From the Archives: The Longest Day

At this time last year, My Own True Love and I took a D-Day tour put on by the fabulous National World War II Museum in New Orleans. In honor of the 75th anniversary of D-Day, it seemed like a good time to re-run the blog posts I wrote about the trip.  I’m ending this series with the first post I wrote on the subject.  Thanks for traveling with me.


As I’ve mentioned before, My Own True Love and I are traveling to Normandy in May on a tour led by the National World War II Museum. The focus of the trip is D-Day–something I know about in only the broadest of terms. Which means I decided to read up, because that is what I do. The museum helpfully included a list of suggested reading: ten serious works of military history written by respected historians and journalists, ranging in scope from a comprehensive history of the war from the American and British perspective drawing largely on first hand accounts to the story of a group of men from one small town in Virginia who died at Omaha Beach.(1) Overwhelmed by the choices, I identified the ones we already owned (and by we, I mean My Own True Love) and then picked one at random.

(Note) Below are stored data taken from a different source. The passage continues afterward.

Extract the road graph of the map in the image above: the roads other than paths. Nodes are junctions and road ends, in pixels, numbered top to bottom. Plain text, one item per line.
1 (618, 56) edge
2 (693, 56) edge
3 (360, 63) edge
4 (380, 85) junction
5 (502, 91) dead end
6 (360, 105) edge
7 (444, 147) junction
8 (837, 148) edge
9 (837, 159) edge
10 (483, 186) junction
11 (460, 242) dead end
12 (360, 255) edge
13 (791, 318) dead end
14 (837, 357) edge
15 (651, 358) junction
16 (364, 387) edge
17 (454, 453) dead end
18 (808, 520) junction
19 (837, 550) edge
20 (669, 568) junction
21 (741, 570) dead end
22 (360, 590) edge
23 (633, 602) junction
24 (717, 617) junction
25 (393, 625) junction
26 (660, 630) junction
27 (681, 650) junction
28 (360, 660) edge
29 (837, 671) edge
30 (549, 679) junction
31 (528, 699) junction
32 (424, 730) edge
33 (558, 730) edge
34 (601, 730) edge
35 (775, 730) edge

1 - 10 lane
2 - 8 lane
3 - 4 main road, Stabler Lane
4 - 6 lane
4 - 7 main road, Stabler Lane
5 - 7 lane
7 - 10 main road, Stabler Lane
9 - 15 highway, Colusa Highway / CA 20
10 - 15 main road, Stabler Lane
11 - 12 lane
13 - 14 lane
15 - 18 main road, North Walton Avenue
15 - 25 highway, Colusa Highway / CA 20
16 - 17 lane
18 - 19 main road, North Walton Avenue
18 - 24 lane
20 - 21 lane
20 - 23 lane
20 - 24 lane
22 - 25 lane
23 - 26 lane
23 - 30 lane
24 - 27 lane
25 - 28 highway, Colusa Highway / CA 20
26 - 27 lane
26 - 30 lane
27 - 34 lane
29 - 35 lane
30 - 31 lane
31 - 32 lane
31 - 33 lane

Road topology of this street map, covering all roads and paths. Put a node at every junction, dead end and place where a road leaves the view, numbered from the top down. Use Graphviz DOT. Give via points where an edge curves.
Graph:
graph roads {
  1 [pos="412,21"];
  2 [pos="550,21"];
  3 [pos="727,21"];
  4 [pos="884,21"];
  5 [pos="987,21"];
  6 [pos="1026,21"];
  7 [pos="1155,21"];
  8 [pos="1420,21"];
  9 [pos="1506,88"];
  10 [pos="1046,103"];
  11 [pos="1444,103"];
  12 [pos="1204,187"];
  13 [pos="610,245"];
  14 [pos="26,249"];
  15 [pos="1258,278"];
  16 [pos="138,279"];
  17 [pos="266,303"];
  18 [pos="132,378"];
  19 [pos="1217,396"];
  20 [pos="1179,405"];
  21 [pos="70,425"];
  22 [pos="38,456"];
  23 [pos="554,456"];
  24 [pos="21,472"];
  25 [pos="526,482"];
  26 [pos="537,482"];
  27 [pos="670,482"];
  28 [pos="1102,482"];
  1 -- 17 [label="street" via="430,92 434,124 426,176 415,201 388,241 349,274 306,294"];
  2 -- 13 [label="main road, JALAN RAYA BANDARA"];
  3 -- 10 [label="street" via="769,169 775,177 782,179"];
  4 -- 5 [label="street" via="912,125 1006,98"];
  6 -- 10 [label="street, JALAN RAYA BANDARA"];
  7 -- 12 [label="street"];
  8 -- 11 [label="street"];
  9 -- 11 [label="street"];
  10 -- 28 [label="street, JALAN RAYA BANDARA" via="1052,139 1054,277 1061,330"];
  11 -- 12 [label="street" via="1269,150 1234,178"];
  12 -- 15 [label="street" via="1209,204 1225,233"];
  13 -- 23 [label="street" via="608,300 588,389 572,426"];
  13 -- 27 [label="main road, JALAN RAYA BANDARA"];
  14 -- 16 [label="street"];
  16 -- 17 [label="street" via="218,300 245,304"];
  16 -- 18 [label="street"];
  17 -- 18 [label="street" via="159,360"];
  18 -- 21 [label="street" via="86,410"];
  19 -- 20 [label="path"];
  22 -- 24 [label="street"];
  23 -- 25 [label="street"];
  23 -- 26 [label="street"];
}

The book gods smiled on me. Cornelius Ryan’s The Longest Day proved to be just the kind of military history I like. In the foreword Ryan claims the book is “not a military history. It is the story of people: the men of the Allied forces, the enemy they fought, and the civilians who were caught up in the bloody confusion of D Day.” Ryan manages the paradoxical task of portraying the sense of confusion with utter clarity. Instead of telling the story from the viewpoint of a omniscient narrator who can see the invasion as a whole, he moves from one powerful vignette to another, replicating the isolation of each unit on the battlefield. He moves from tragedy to comedy and back. His enlisted men are as vivid as his generals. He not only made me care about members of the invading force, he made me feel sympathy for lower-level German officers unable to respond to the invasion because of bad decisions made higher up the chair of command.  (Quite a hat trick.) My only complaint with the book is that it made me cry on public transportation.

Will The Longest Day help me follow the course of the invasion as we walk the beaches in Normandy? Maybe not. But it certainly helped me understand the battle in human terms. And that is, after all, one of the reasons I read history.

(1)Here’s the list for anyone looking to add to your To-Be-Read shelf:

Stephen Ambrose. Band of Brothers.
Stephen Ambrose. D-Day: June 6, 1944
Stephen Ambrose. Pegasus Bridge**
Rick Atkinson. The Guns at Last Light: the War in Western Europe, 1944-1945
Tom Brokaw. The Greatest Generation
Robert M. Citino. The German Way of War
John Keegan. Six Armies in Normandy
Alex Kershaw. The Bedford Boys: One American Town’s Ultimate D-Day Sacrifice.
Donald L. Miller. The Story of World War II
Cornelius Ryan. The Longest Day

It’s an impressive list, but I must admit it made me wonder if there are any books about D-Day written by women. A quick Google search gave me an impressive number of hits, all with notation “missing: women“–which sums things up on many levels. If anyone knows of an example, please let me know.

(2) In case you hadn’t caught on, Dr. Ambrose was one of the founders of the museum.